Among the demonstrators who will be standing outside the Kentucky Exposition Center in Louisville as the SBC opens its two-day meeting on Tuesday will be one dressed as Jesus, carrying a sign reading “For Christ’s Sake, Go Vegetarian,” and another dressed as a chicken with a sign reading “Jesus Loves Me Too.”

Other members will be holding signs reading “Thou Shalt Not Kill. Go Vegetarian” and “Blessed Are the Merciful. Go Vegetarian.” They will also hand out leaflets that relate vegetarian living to Christian teachings.

Now, if you’ve read my book, you know that I’m not a big fan of granting people’s imaginary premises in order to engage with them.

If vegetarianism is a good idea, then PETA should be making the case that vegetarianism is a good idea. If a bacon cheeseburger, cooked medium rare, with aged cheddar cheese, two thick-cut strips of peppered bacon, a mix of mayonnaise and BBQ sauce that I like to call “BBQonnaise,” dill pickle chips, fried onion straws, crisp lettuce, ripe tomato, and sweet red onions isn’t the tastiest thing on the planet, they should be arguing that it isn’t the tastiest thing on the planet.

Instead, their argument contains the following pieces:

  • god’s mythological garden was vegetarian, according to the cave-people-written book of myths you cherish”
  • maybe the fish Jesus ate were only symbolic fish, just like the one that “got away” on your last trip to the lake
  • because Jesus “gave his life willingly,” eating his flesh and blood doesn’t actually count as eating flesh and blood (and possibly also because they’re actually crackers and wine, but we’re not going to mention this common sense fact, because we’re trying to participate in your fantasy world)
  • meat-eating is “part of the fallen creation” (whatever the hell that means)
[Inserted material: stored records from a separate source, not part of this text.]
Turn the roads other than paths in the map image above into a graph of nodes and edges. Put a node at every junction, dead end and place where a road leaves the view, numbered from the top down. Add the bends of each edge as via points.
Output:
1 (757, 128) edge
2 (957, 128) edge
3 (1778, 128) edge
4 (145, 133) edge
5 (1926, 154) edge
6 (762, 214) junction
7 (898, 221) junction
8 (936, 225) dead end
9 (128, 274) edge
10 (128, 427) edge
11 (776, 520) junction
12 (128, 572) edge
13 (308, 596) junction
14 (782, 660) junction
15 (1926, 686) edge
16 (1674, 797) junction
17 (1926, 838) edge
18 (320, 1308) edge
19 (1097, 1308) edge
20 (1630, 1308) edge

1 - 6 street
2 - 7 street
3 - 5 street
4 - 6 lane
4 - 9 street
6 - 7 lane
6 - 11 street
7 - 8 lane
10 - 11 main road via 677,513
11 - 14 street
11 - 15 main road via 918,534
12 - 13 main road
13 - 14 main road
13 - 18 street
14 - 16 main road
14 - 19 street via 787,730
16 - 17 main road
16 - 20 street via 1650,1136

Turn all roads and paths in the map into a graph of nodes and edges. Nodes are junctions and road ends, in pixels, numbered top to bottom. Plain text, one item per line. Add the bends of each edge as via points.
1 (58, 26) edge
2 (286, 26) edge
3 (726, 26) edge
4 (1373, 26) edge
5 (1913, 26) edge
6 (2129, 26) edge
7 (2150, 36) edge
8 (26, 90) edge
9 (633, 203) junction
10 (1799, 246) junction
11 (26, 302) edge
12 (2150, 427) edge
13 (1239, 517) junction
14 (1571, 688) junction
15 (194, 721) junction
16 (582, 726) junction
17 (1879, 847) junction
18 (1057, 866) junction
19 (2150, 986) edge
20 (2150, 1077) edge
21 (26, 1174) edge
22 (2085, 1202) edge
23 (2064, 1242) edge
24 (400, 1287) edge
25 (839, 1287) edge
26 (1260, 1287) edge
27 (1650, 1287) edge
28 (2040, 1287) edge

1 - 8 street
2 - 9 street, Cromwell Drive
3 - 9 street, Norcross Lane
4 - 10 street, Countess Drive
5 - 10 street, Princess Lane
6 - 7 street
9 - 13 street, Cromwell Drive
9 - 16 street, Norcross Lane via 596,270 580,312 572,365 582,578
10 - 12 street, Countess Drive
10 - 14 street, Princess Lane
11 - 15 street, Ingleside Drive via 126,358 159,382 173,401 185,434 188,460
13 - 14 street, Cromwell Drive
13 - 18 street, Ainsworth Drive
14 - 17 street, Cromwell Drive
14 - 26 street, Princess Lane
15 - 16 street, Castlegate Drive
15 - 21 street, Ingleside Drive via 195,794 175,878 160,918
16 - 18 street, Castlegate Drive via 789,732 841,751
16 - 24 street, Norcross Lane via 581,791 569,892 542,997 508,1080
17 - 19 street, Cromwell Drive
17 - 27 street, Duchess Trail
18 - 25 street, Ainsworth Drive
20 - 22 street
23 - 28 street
You’ll have to forgive me for being skeptical that the PETAns actually believe any of these arguments, any more than they believe their arguments that “Mohammed only symbolically slaughtered the Banu Qurayza,” that “adhering to a vegetarian I-tal diet will increase the ‘life energy’ that Haile Selassie puts inside us,” or that “Bhai Gurdas’s praise of goat meat doesn’t really count because it was written in poetry form.”

Hopefully soon they’ll get back to more sensible behavior, like opposing the throwing of dead fish or hiring the granddaughter of a murderous guerilla to lend his violent cachet to their cause, or taking a brave stand for the rights of houseflies.